Angellot Caro

Personal information
- Full name: Angellot Alexander Caro Garcés
- Date of birth: 3 December 1988 (age 37)
- Place of birth: Bogotá, Colombia
- Height: 1.69 m (5 ft 7 in)
- Position: Forward

Team information
- Current team: Atlético Parceros FC (Kings League)

Senior career*
- Years: Team / Apps / (Gls)
- 2010–2011: Benago
- 2011: Caja Segovia
- 2012: Trujillanos
- 2013: Al Wasl
- 2014: Real Bucaramanga
- 2015–2016: Al Mayadeen
- 2016: Feniks
- 2018: Sparta Praha
- 2019: Naft Al Wasat
- 2019: Anorthosis
- 2022–present: Barranquilleros FS
- 2023: Atlético Parceros FC (Kings League)
- 2025: Colombia (Kings Nations World Cup)

International career
- 2006–2024: Colombia

= Angellot Caro =

Colombian futsal player

Angellot Alexander Caro Garcés (born 3 December 1988) is a Colombian futsal player who plays for Barranquilleros FS. Known for his technical ability, leadership, and international experience, Caro has been a key figure in Colombian futsal for nearly two decades.

== Early life ==
Caro was born in Tunjuelito, a neighborhood in Bogotá, Colombia. Growing up in a humble environment, he developed his skills playing futsal in local tournaments. His early career began with Saeta Bogotá before moving to Czech side Benago in 2008.

== Club career ==
Caro's extensive career has seen him play in over 10 countries, including stints in Spain, Italy, the Czech Republic, Lebanon, and Brazil. Highlights of his club career include:

- Benago (2008–2011, 2012): Caro began his professional career in the Czech Republic with Benago.
- Caja Segovia (2011): Played in the Spanish league under renowned coach Jesús Velasco.
- Al Mayadeen (2015–2016): Won the Lebanese futsal league title.
- Magnus Futsal (2023): Became the first Colombian to win the Copa Brasil.

In 2022, Caro joined Barranquilleros FS in Colombia as both a player and a coach. He also played for Atlético Parceros FC in the Americas Kings League and represented Colombia as player in the Kings Nations World Cup in 2025.

== International career ==
Caro represented Colombia in two FIFA Futsal World Cups, including the team's historic fourth-place finish in the 2012 FIFA Futsal World Cup in Thailand.
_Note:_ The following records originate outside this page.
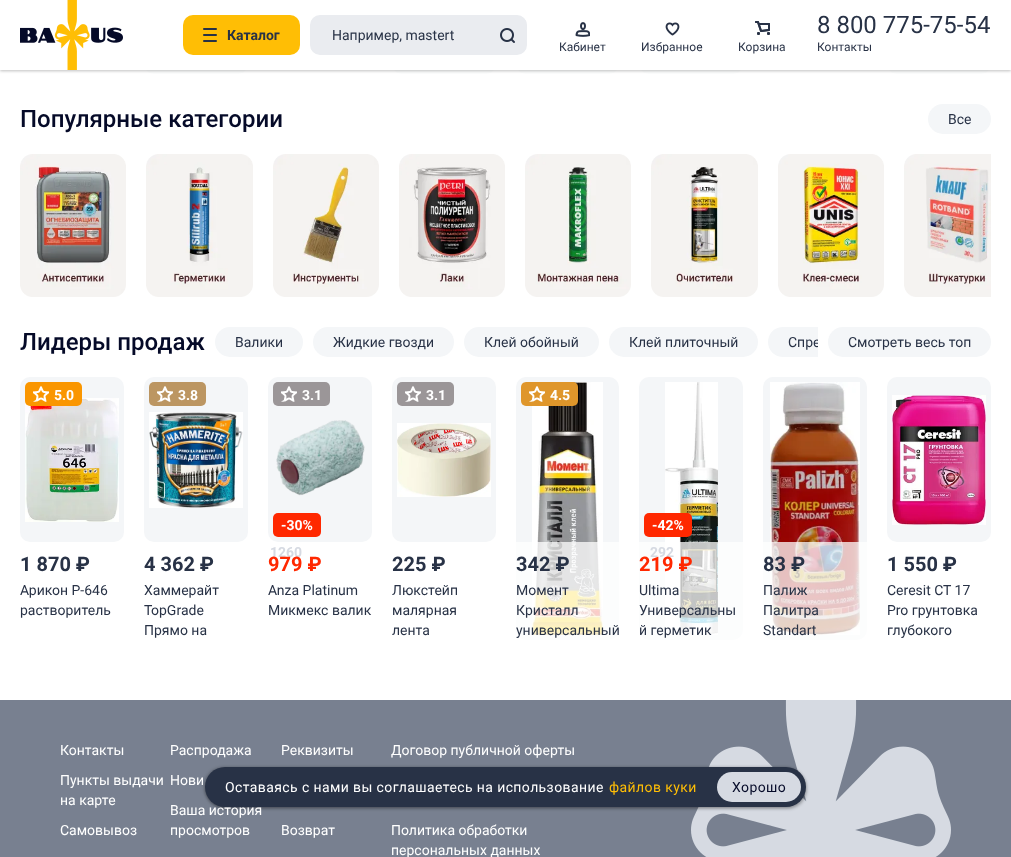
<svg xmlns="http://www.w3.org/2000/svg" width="1011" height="857">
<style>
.a{font:bold 14px Roboto;fill:#283246}
.b{font:14px Roboto;fill:#283246}
.c{font:12px Roboto;fill:#283246}
.d{font:24px Roboto;fill:#283246}
.e{font:500 24px Roboto;fill:#050a28}
.f{font:bold 14px Roboto;fill:#fff}
.g{font:bold 20px Roboto;fill:#283246}
.h{font:bold 14px Roboto;fill:#d6dae2}
.i{font:bold 20px Roboto;fill:#ff2800}
.j{font:14px Roboto;fill:#fff}
.k{font:14px Roboto;letter-spacing:0.4px;fill:#fff}
.l{font:14px Roboto;letter-spacing:0.4px;fill:#ffbe05}
.m{font:14px Roboto;letter-spacing:0.4px;fill:#050a28}
</style>
<defs>
<clipPath id="clip1"><path d="M215 327h603v30H215z"/></clipPath>
</defs>
<rect width="100%" height="100%" fill="#fff"/>
<rect fill="#fcfdfd" x="144" y="-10" width="104" height="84" rx="10"/>
<rect fill="#fcfdfd" x="392" y="-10" width="104" height="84" rx="10"/>
<rect fill="#fcfdfd" x="516" y="-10" width="103" height="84" rx="10"/>
<rect fill="#fcfdfd" x="639" y="-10" width="104" height="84" rx="10"/>
<rect fill="#fcfdfd" x="887" y="-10" width="104" height="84" rx="10"/>
<path fill="#00000040" filter="blur(1.5px)" d="M0 1h1011v70H0z"/>
<path fill="#fff" d="M0 0h1011v70H0z"/>
<image href="1.png" x="20" y="0" width="103" height="70"/>
<rect fill="#ffbe05" x="183" y="15" width="117" height="40" rx="10"/>
<image href="2.png" x="203" y="28" width="14" height="14"/>
<rect fill="#eaecf0" stroke="#eaecf0" stroke-width="2" x="311" y="16" width="215" height="38" rx="9"/>
<image href="3.png" x="500" y="28" width="15" height="15"/>
<image href="4.png" x="575" y="22" width="15" height="15"/>
<image href="5.png" x="665" y="22" width="15" height="14"/>
<image href="6.png" x="755" y="21" width="15" height="14"/>
<rect fill="#f4f6f8" x="928" y="104" width="63" height="30" rx="15"/>
<image href="7.png" x="20" y="154" width="106" height="143"/>
<image href="8.png" x="146" y="154" width="107" height="143"/>
<image href="9.png" x="273" y="154" width="106" height="143"/>
<image href="10.png" x="399" y="154" width="106" height="143"/>
<image href="11.png" x="525" y="154" width="106" height="143"/>
<image href="12.png" x="651" y="154" width="107" height="143"/>
<image href="13.png" x="778" y="154" width="106" height="143"/>
<image href="14.png" x="904" y="154" width="87" height="143"/>
<rect fill="#f4f6f8" x="215" y="327" width="88" height="30" rx="15"/>
<rect fill="#f4f6f8" x="313" y="327" width="141" height="30" rx="15"/>
<rect fill="#f4f6f8" x="464" y="327" width="135" height="30" rx="15"/>
<rect fill="#f4f6f8" x="609" y="327" width="149" height="30" rx="15"/>
<path fill="#f4f6f8" d="M783 327h35v30h-35c-8.5 0-15-6.5-15-15c0-8.5 6.5-15 15-15z"/>
<rect fill="#f4f6f8" x="828" y="327" width="163" height="30" rx="15"/>
<rect fill="#f4f6f8" x="20" y="377" width="104" height="165" rx="10"/>
<image href="15.png" x="25" y="398" width="94" height="124"/>
<rect fill="#fa9600" x="25" y="382" width="57" height="24" rx="5"/>
<image href="16.png" x="33" y="386" width="16" height="16"/>
<rect fill="#f4f6f8" x="144" y="377" width="104" height="165" rx="10"/>
<image href="17.png" x="149" y="412" width="94" height="96"/>
<rect fill="#bc9662" x="149" y="382" width="57" height="24" rx="5"/>
<image href="18.png" x="157" y="386" width="16" height="16"/>
<rect fill="#f4f6f8" x="268" y="377" width="104" height="165" rx="10"/>
<rect fill="#9b9698" x="273" y="382" width="57" height="24" rx="5"/>
<image href="19.png" x="281" y="386" width="16" height="16"/>
<image href="20.png" x="276" y="420" width="89" height="76"/>
<rect fill="#ff2800" x="273" y="513" width="48" height="24" rx="5"/>
<rect fill="#f4f6f8" x="392" y="377" width="104" height="165" rx="10"/>
<image href="21.png" x="397" y="423" width="94" height="74"/>
<rect fill="#9b9698" x="397" y="382" width="57" height="24" rx="5"/>
<image href="19.png" x="405" y="386" width="16" height="16"/>
<rect fill="#f4f6f8" x="516" y="377" width="103" height="263" rx="10"/>
<image href="22.png" x="532" y="382" width="71" height="253"/>
<rect fill="#df962b" x="521" y="382" width="57" height="24" rx="5"/>
<image href="23.png" x="529" y="386" width="16" height="16"/>
<path fill="#ffffffbf" d="M516 542h103v98H516z"/>
<rect fill="#f4f6f8" x="639" y="377" width="104" height="263" rx="10"/>
<image href="24.png" x="665" y="382" width="53" height="253"/>
<rect fill="#ff2800" x="644" y="513" width="48" height="24" rx="5"/>
<path fill="#ffffffbf" d="M639 542h104v98H639z"/>
<rect fill="#f4f6f8" x="763" y="377" width="104" height="263" rx="10"/>
<image href="25.png" x="770" y="382" width="90" height="253"/>
<path fill="#ffffffbf" d="M763 542h104v98H763z"/>
<rect fill="#f4f6f8" x="887" y="377" width="104" height="165" rx="10"/>
<image href="26.png" x="892" y="395" width="94" height="130"/>
<path fill="#788090" d="M0 700h1011v157H0z"/>
<image href="27.png" x="691" y="700" width="260" height="157"/>
<rect fill="#00000040" filter="blur(1.5px)" x="206" y="769" width="601" height="40" rx="20"/>
<rect fill="#00000040" filter="blur(1.5px)" x="204" y="767" width="601" height="40" rx="20"/>
<text class="a" x="227" y="40">Каталог</text>
<text class="b" x="332" y="40">Например, mastert</text>
<text class="c" x="559" y="51">Кабинет</text>
<text class="c" x="641" y="51">Избранное</text>
<text class="c" x="738" y="51">Корзина</text>
<text class="d" x="817" y="33">8 800 775-75-54</text>
<text class="c" x="817" y="51">Контакты</text>
<text class="e" x="20" y="127">Популярные категории</text>
<text class="b" x="948" y="124">Все</text>
<text class="e" x="20" y="350">Лидеры продаж</text>
<text class="b" x="235" y="347">Валики</text>
<text class="b" x="333" y="347">Жидкие гвозди</text>
<text class="b" x="484" y="347">Клей обойный</text>
<text class="b" x="629" y="347">Клей плиточный</text>
<g clip-path="url(#clip1)">
<text class="b" x="788" y="347">Спре</text>
</g>
<text class="b" x="848" y="347">Смотреть весь топ</text>
<text class="f" x="54" y="400">5.0</text>
<text class="g" x="20" y="571">1 870 ₽</text>
<text class="b" x="20" y="595">Арикон Р-646</text>
<text class="b" x="20" y="615">растворитель</text>
<text class="f" x="178" y="400">3.8</text>
<text class="g" x="144" y="571">4 362 ₽</text>
<text class="b" x="144" y="595">Хаммерайт</text>
<text class="b" x="144" y="615">TopGrade</text>
<text class="b" x="144" y="635">Прямо на</text>
<text class="f" x="302" y="400">3.1</text>
<text class="f" x="281" y="530">-30%</text>
<text class="h" x="270" y="557">1260</text>
<text class="i" x="268" y="571">979 ₽</text>
<text class="b" x="268" y="595">Anza Platinum</text>
<text class="b" x="268" y="615">Микмекс валик</text>
<text class="f" x="426" y="400">3.1</text>
<text class="g" x="392" y="571">225 ₽</text>
<text class="b" x="392" y="595">Люкстейп</text>
<text class="b" x="392" y="615">малярная</text>
<text class="b" x="392" y="635">лента</text>
<text class="f" x="550" y="400">4.5</text>
<text class="g" x="516" y="571">342 ₽</text>
<text class="b" x="516" y="595">Момент</text>
<text class="b" x="516" y="615">Кристалл</text>
<text class="b" x="516" y="635">универсальный</text>
<text class="f" x="652" y="530">-42%</text>
<text class="h" x="650" y="557">292</text>
<text class="i" x="639" y="571">219 ₽</text>
<text class="b" x="639" y="595">Ultima</text>
<text class="b" x="639" y="615">Универсальны</text>
<text class="b" x="639" y="635">й герметик</text>
<text class="g" x="763" y="571">83 ₽</text>
<text class="b" x="763" y="595">Палиж</text>
<text class="b" x="763" y="615">Палитра</text>
<text class="b" x="763" y="635">Standart</text>
<text class="g" x="887" y="571">1 550 ₽</text>
<text class="b" x="887" y="595">Ceresit CT 17</text>
<text class="b" x="887" y="615">Pro грунтовка</text>
<text class="b" x="887" y="635">глубокого</text>
<text class="j" x="60" y="755">Контакты</text>
<text class="j" x="60" y="785">Пункты выдачи</text>
<text class="j" x="60" y="805">на карте</text>
<text class="j" x="60" y="835">Самовывоз</text>
<text class="j" x="170" y="755">Распродажа</text>
<text class="j" x="170" y="785">Нови</text>
<text class="j" x="170" y="815">Ваша история</text>
<text class="j" x="170" y="835">просмотров</text>
<text class="j" x="281" y="755">Реквизиты</text>
<text class="j" x="281" y="835">Возврат</text>
<text class="j" x="391" y="755">Договор публичной оферты</text>
<text class="j" x="391" y="835">Политика обработки</text>
<text class="j" x="391" y="855">персональных данных</text>
<rect fill="#283246" x="205" y="767" width="601" height="40" rx="20"/>
<text class="k" x="225" y="792">Оставаясь с нами вы соглашаетесь на использование</text>
<text class="l" x="609" y="792">файлов куки</text>
<rect fill="#d6dae2" x="717" y="772" width="84" height="30" rx="15"/>
<text class="m" x="732" y="792">Хорошо</text>
</svg>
Known for his creativity and leadership, he served as captain from 2014 until his retirement in 2024.

In February 2024, Caro announced his retirement from the national team after Colombia's elimination in the Copa América, where he publicly took responsibility for a crucial mistake in the tournament.

== Honours ==
=== Club ===
- Copa Brasil: 2023 (Magnus Futsal)
- Lebanese Futsal League: 2015–16 (Al Mayadeen)
- Czech Futsal League: 2018 (Sparta Praha)

=== International ===
- FIFA Futsal World Cup: Fourth place (2012)

== Personal life ==
Angellot Caro is close friends with Colombian football star James Rodríguez, with whom he has shared several social and professional moments.